Supplied entries:
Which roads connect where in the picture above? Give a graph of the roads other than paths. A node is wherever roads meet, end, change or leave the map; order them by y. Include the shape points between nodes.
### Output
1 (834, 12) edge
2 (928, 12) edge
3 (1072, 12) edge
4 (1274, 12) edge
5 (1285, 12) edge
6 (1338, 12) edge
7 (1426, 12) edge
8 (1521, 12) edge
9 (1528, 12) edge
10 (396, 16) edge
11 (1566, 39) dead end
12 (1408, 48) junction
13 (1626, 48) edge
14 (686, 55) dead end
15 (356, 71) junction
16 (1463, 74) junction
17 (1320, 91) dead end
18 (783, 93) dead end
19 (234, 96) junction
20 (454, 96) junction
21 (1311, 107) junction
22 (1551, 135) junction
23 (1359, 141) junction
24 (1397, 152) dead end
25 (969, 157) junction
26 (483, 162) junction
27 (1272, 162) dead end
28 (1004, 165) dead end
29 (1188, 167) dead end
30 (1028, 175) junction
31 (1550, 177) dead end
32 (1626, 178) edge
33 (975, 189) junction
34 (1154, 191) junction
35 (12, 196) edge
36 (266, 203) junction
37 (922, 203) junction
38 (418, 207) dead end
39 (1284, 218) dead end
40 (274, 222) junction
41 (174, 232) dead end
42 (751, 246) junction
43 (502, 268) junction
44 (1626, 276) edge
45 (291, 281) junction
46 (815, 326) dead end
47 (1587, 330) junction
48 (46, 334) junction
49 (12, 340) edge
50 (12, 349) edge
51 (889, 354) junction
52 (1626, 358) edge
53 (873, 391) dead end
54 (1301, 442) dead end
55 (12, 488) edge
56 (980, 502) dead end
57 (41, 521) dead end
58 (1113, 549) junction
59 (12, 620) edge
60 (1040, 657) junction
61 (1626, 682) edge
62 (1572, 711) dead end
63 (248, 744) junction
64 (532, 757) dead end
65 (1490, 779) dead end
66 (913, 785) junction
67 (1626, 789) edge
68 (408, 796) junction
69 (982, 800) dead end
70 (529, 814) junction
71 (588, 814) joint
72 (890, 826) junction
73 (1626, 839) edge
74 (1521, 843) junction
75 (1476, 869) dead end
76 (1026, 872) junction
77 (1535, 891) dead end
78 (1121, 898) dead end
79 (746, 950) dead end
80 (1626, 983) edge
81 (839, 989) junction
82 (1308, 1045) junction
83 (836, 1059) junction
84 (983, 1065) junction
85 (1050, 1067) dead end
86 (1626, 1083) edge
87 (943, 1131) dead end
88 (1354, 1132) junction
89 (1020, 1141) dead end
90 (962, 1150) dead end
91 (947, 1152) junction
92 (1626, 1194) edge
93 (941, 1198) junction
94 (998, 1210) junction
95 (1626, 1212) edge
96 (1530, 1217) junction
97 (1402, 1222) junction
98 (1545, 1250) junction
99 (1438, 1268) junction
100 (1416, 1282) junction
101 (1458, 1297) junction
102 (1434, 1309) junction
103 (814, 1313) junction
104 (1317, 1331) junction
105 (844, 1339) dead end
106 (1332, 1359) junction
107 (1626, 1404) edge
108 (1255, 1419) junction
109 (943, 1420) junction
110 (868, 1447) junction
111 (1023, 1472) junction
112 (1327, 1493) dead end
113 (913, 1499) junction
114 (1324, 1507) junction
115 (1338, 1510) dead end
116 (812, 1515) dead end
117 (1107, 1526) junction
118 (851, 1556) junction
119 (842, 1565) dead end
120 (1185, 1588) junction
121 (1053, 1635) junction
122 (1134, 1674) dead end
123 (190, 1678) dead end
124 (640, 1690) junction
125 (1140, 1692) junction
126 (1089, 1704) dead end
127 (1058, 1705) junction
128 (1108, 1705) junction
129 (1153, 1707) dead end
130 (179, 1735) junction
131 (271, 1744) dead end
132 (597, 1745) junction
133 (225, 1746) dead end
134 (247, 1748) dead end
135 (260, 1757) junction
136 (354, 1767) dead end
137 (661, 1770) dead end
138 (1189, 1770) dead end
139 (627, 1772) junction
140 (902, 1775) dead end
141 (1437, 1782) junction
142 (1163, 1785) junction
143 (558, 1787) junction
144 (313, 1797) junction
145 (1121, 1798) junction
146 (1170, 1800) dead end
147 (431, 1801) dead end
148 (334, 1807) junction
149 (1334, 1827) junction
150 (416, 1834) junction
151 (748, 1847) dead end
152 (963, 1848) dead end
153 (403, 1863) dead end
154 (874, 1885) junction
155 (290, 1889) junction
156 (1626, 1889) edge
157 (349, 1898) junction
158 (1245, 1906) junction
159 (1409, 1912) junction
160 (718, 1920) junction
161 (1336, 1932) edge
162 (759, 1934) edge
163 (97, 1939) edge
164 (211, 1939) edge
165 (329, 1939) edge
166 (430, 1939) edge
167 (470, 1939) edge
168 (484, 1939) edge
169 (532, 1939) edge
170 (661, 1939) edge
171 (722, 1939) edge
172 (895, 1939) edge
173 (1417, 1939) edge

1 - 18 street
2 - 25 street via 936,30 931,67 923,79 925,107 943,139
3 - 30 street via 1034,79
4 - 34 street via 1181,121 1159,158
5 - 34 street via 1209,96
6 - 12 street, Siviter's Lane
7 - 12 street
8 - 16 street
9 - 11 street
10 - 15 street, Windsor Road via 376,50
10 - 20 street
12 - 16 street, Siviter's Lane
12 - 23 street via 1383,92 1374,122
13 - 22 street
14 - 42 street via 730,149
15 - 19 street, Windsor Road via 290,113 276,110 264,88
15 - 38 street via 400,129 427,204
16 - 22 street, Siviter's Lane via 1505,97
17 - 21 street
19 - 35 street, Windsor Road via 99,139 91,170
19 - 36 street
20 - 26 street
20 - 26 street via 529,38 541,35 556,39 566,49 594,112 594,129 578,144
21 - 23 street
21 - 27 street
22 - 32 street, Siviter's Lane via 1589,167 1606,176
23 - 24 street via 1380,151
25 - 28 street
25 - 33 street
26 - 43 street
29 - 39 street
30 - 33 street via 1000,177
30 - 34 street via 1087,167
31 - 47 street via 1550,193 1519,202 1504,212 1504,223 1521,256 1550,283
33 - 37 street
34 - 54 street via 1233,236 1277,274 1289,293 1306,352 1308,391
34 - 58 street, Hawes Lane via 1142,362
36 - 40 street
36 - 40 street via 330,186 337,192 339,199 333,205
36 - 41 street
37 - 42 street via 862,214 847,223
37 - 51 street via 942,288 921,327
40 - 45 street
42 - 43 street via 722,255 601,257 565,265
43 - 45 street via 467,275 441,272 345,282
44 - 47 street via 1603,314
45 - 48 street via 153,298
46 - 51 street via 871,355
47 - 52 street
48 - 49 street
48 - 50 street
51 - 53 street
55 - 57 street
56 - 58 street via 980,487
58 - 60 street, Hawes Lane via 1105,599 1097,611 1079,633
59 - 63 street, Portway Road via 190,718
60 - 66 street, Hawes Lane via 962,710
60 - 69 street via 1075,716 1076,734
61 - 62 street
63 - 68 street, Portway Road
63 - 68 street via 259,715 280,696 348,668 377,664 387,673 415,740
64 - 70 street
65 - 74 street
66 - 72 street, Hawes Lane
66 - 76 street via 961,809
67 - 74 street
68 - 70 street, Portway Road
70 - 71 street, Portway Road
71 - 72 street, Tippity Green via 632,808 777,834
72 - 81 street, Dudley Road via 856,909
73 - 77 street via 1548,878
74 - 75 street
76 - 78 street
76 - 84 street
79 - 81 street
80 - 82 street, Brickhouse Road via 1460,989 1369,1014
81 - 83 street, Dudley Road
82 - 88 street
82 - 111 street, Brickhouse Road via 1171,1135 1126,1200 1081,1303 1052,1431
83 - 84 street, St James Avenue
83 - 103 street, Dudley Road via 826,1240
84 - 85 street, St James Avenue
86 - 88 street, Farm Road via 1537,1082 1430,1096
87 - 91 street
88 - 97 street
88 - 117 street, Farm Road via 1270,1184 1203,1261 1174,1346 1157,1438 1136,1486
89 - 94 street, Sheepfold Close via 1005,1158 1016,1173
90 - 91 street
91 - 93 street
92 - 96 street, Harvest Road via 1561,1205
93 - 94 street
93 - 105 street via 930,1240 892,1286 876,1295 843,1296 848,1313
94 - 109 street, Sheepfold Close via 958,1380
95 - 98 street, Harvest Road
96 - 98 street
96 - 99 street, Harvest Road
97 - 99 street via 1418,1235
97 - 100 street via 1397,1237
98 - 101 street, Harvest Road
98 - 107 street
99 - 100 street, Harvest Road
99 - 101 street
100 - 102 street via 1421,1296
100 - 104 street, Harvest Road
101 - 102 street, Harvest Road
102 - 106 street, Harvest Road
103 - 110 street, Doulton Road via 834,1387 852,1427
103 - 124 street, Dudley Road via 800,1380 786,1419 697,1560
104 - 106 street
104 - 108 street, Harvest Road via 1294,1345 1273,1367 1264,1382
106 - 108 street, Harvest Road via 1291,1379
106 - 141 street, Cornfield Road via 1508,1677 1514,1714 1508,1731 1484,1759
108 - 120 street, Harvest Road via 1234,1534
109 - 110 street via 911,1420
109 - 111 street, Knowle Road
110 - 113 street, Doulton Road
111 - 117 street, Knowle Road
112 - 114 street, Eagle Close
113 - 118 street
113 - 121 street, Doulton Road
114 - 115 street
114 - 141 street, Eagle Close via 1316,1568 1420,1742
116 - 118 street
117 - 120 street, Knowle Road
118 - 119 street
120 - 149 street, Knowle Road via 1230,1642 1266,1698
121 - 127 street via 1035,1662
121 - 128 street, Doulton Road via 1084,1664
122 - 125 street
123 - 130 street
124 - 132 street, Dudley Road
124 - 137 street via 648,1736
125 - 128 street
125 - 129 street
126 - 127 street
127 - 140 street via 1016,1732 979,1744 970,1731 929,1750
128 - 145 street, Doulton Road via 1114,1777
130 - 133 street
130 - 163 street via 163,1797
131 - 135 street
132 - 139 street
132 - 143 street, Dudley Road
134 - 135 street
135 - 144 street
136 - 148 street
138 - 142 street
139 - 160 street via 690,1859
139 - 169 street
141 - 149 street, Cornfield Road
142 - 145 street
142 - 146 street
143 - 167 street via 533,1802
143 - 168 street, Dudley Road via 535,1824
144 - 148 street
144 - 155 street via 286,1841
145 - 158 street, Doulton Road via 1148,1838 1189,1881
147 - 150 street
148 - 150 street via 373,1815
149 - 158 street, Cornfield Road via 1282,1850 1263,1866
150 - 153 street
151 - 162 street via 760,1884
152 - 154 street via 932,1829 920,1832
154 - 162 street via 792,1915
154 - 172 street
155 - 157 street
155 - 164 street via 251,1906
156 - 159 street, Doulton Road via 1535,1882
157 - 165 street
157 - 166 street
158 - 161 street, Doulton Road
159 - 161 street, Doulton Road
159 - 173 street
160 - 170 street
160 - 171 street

Task instructions: Please report every line of the records above that contains the word "Siviter".

Task response:
6 - 12 street, Siviter's Lane
12 - 16 street, Siviter's Lane
16 - 22 street, Siviter's Lane via 1505,97
22 - 32 street, Siviter's Lane via 1589,167 1606,176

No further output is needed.